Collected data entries
Segment Open
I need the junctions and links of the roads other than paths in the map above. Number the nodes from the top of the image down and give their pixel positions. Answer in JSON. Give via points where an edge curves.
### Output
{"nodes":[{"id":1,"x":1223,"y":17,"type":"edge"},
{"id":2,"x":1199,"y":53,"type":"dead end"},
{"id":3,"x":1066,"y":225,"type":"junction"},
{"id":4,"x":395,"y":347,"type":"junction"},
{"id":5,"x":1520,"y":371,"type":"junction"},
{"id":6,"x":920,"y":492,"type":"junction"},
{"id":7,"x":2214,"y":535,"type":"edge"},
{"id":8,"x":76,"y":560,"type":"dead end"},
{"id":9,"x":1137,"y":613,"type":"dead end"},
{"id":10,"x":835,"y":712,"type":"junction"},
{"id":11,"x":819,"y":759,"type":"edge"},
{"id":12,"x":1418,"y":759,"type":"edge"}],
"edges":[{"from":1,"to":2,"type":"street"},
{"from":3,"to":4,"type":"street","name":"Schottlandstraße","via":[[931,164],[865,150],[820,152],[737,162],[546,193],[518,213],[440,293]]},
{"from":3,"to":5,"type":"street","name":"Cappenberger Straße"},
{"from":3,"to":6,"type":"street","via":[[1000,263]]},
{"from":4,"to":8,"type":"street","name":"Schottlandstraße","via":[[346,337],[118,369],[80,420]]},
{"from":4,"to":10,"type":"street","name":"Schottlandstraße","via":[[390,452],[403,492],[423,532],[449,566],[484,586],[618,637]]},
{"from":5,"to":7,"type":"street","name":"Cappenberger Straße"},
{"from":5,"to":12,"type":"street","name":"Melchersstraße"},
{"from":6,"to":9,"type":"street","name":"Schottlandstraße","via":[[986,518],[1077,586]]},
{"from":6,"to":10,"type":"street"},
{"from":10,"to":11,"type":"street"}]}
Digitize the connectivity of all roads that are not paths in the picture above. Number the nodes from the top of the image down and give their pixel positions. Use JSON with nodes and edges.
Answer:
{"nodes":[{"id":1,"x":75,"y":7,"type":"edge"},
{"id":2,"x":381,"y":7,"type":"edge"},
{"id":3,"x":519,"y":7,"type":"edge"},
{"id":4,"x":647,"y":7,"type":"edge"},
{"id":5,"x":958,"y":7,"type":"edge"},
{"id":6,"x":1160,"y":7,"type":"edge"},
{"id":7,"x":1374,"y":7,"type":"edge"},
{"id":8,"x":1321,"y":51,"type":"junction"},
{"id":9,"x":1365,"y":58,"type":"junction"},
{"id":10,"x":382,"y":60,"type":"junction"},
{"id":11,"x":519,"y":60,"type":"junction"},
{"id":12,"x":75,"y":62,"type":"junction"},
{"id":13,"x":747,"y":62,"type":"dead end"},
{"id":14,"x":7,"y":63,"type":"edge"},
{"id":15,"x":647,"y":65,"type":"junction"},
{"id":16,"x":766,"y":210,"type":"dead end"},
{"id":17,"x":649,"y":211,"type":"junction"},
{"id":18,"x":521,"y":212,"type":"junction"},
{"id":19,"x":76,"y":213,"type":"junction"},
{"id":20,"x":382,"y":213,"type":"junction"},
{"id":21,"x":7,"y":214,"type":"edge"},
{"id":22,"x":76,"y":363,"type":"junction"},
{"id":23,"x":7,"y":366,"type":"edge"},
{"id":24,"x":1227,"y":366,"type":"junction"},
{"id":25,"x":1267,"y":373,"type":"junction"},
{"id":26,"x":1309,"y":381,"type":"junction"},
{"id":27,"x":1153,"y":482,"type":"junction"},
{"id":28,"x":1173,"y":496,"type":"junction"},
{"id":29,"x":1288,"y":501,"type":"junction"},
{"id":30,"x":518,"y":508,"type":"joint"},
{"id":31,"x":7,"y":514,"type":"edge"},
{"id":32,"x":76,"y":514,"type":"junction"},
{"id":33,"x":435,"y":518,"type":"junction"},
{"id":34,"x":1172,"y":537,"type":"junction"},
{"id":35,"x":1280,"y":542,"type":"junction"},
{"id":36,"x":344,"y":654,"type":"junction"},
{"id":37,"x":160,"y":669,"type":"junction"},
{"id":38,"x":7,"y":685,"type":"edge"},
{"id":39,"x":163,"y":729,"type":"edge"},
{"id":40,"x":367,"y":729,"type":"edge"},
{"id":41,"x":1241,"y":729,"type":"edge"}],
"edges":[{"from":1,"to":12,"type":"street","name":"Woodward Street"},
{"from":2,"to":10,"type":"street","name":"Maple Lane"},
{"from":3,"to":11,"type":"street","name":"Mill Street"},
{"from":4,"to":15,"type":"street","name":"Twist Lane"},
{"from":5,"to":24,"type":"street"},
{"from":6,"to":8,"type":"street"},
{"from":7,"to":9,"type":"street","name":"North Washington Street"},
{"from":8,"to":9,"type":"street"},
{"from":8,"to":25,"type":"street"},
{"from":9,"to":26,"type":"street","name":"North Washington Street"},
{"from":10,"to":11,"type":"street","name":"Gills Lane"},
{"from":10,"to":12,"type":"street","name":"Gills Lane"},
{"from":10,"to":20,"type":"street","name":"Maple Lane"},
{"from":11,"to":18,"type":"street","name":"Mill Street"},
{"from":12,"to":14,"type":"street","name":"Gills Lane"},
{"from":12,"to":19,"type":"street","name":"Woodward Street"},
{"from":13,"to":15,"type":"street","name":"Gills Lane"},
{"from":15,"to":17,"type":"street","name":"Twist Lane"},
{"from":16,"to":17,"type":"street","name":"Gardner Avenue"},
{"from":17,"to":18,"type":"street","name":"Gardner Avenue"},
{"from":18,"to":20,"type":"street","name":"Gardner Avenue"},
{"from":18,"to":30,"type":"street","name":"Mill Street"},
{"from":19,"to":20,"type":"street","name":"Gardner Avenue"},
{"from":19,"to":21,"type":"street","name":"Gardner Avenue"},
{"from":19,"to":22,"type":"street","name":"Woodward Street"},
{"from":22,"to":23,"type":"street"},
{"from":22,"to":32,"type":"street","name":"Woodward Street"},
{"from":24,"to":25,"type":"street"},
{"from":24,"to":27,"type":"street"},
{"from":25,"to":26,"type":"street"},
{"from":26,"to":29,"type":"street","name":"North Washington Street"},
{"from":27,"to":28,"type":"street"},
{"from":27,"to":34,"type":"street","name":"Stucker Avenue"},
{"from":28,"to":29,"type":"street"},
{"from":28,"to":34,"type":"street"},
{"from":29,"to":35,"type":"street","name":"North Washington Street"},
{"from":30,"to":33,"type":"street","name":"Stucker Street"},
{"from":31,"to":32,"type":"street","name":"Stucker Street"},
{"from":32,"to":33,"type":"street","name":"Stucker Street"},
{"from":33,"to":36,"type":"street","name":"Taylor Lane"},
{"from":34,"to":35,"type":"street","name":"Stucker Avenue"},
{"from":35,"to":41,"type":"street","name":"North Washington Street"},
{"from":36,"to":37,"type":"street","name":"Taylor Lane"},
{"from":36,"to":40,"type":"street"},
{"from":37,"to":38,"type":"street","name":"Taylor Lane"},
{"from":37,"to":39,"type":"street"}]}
Segment Closed
▶ [Goal of the exercise]
Having read the entries above, set each one down again exactly.

▶ [Response for this exercise]
I need the junctions and links of the roads other than paths in the map above. Number the nodes from the top of the image down and give their pixel positions. Answer in JSON. Give via points where an edge curves.
### Output
{"nodes":[{"id":1,"x":1223,"y":17,"type":"edge"},
{"id":2,"x":1199,"y":53,"type":"dead end"},
{"id":3,"x":1066,"y":225,"type":"junction"},
{"id":4,"x":395,"y":347,"type":"junction"},
{"id":5,"x":1520,"y":371,"type":"junction"},
{"id":6,"x":920,"y":492,"type":"junction"},
{"id":7,"x":2214,"y":535,"type":"edge"},
{"id":8,"x":76,"y":560,"type":"dead end"},
{"id":9,"x":1137,"y":613,"type":"dead end"},
{"id":10,"x":835,"y":712,"type":"junction"},
{"id":11,"x":819,"y":759,"type":"edge"},
{"id":12,"x":1418,"y":759,"type":"edge"}],
"edges":[{"from":1,"to":2,"type":"street"},
{"from":3,"to":4,"type":"street","name":"Schottlandstraße","via":[[931,164],[865,150],[820,152],[737,162],[546,193],[518,213],[440,293]]},
{"from":3,"to":5,"type":"street","name":"Cappenberger Straße"},
{"from":3,"to":6,"type":"street","via":[[1000,263]]},
{"from":4,"to":8,"type":"street","name":"Schottlandstraße","via":[[346,337],[118,369],[80,420]]},
{"from":4,"to":10,"type":"street","name":"Schottlandstraße","via":[[390,452],[403,492],[423,532],[449,566],[484,586],[618,637]]},
{"from":5,"to":7,"type":"street","name":"Cappenberger Straße"},
{"from":5,"to":12,"type":"street","name":"Melchersstraße"},
{"from":6,"to":9,"type":"street","name":"Schottlandstraße","via":[[986,518],[1077,586]]},
{"from":6,"to":10,"type":"street"},
{"from":10,"to":11,"type":"street"}]}
Digitize the connectivity of all roads that are not paths in the picture above. Number the nodes from the top of the image down and give their pixel positions. Use JSON with nodes and edges.
Answer:
{"nodes":[{"id":1,"x":75,"y":7,"type":"edge"},
{"id":2,"x":381,"y":7,"type":"edge"},
{"id":3,"x":519,"y":7,"type":"edge"},
{"id":4,"x":647,"y":7,"type":"edge"},
{"id":5,"x":958,"y":7,"type":"edge"},
{"id":6,"x":1160,"y":7,"type":"edge"},
{"id":7,"x":1374,"y":7,"type":"edge"},
{"id":8,"x":1321,"y":51,"type":"junction"},
{"id":9,"x":1365,"y":58,"type":"junction"},
{"id":10,"x":382,"y":60,"type":"junction"},
{"id":11,"x":519,"y":60,"type":"junction"},
{"id":12,"x":75,"y":62,"type":"junction"},
{"id":13,"x":747,"y":62,"type":"dead end"},
{"id":14,"x":7,"y":63,"type":"edge"},
{"id":15,"x":647,"y":65,"type":"junction"},
{"id":16,"x":766,"y":210,"type":"dead end"},
{"id":17,"x":649,"y":211,"type":"junction"},
{"id":18,"x":521,"y":212,"type":"junction"},
{"id":19,"x":76,"y":213,"type":"junction"},
{"id":20,"x":382,"y":213,"type":"junction"},
{"id":21,"x":7,"y":214,"type":"edge"},
{"id":22,"x":76,"y":363,"type":"junction"},
{"id":23,"x":7,"y":366,"type":"edge"},
{"id":24,"x":1227,"y":366,"type":"junction"},
{"id":25,"x":1267,"y":373,"type":"junction"},
{"id":26,"x":1309,"y":381,"type":"junction"},
{"id":27,"x":1153,"y":482,"type":"junction"},
{"id":28,"x":1173,"y":496,"type":"junction"},
{"id":29,"x":1288,"y":501,"type":"junction"},
{"id":30,"x":518,"y":508,"type":"joint"},
{"id":31,"x":7,"y":514,"type":"edge"},
{"id":32,"x":76,"y":514,"type":"junction"},
{"id":33,"x":435,"y":518,"type":"junction"},
{"id":34,"x":1172,"y":537,"type":"junction"},
{"id":35,"x":1280,"y":542,"type":"junction"},
{"id":36,"x":344,"y":654,"type":"junction"},
{"id":37,"x":160,"y":669,"type":"junction"},
{"id":38,"x":7,"y":685,"type":"edge"},
{"id":39,"x":163,"y":729,"type":"edge"},
{"id":40,"x":367,"y":729,"type":"edge"},
{"id":41,"x":1241,"y":729,"type":"edge"}],
"edges":[{"from":1,"to":12,"type":"street","name":"Woodward Street"},
{"from":2,"to":10,"type":"street","name":"Maple Lane"},
{"from":3,"to":11,"type":"street","name":"Mill Street"},
{"from":4,"to":15,"type":"street","name":"Twist Lane"},
{"from":5,"to":24,"type":"street"},
{"from":6,"to":8,"type":"street"},
{"from":7,"to":9,"type":"street","name":"North Washington Street"},
{"from":8,"to":9,"type":"street"},
{"from":8,"to":25,"type":"street"},
{"from":9,"to":26,"type":"street","name":"North Washington Street"},
{"from":10,"to":11,"type":"street","name":"Gills Lane"},
{"from":10,"to":12,"type":"street","name":"Gills Lane"},
{"from":10,"to":20,"type":"street","name":"Maple Lane"},
{"from":11,"to":18,"type":"street","name":"Mill Street"},
{"from":12,"to":14,"type":"street","name":"Gills Lane"},
{"from":12,"to":19,"type":"street","name":"Woodward Street"},
{"from":13,"to":15,"type":"street","name":"Gills Lane"},
{"from":15,"to":17,"type":"street","name":"Twist Lane"},
{"from":16,"to":17,"type":"street","name":"Gardner Avenue"},
{"from":17,"to":18,"type":"street","name":"Gardner Avenue"},
{"from":18,"to":20,"type":"street","name":"Gardner Avenue"},
{"from":18,"to":30,"type":"street","name":"Mill Street"},
{"from":19,"to":20,"type":"street","name":"Gardner Avenue"},
{"from":19,"to":21,"type":"street","name":"Gardner Avenue"},
{"from":19,"to":22,"type":"street","name":"Woodward Street"},
{"from":22,"to":23,"type":"street"},
{"from":22,"to":32,"type":"street","name":"Woodward Street"},
{"from":24,"to":25,"type":"street"},
{"from":24,"to":27,"type":"street"},
{"from":25,"to":26,"type":"street"},
{"from":26,"to":29,"type":"street","name":"North Washington Street"},
{"from":27,"to":28,"type":"street"},
{"from":27,"to":34,"type":"street","name":"Stucker Avenue"},
{"from":28,"to":29,"type":"street"},
{"from":28,"to":34,"type":"street"},
{"from":29,"to":35,"type":"street","name":"North Washington Street"},
{"from":30,"to":33,"type":"street","name":"Stucker Street"},
{"from":31,"to":32,"type":"street","name":"Stucker Street"},
{"from":32,"to":33,"type":"street","name":"Stucker Street"},
{"from":33,"to":36,"type":"street","name":"Taylor Lane"},
{"from":34,"to":35,"type":"street","name":"Stucker Avenue"},
{"from":35,"to":41,"type":"street","name":"North Washington Street"},
{"from":36,"to":37,"type":"street","name":"Taylor Lane"},
{"from":36,"to":40,"type":"street"},
{"from":37,"to":38,"type":"street","name":"Taylor Lane"},
{"from":37,"to":39,"type":"street"}]}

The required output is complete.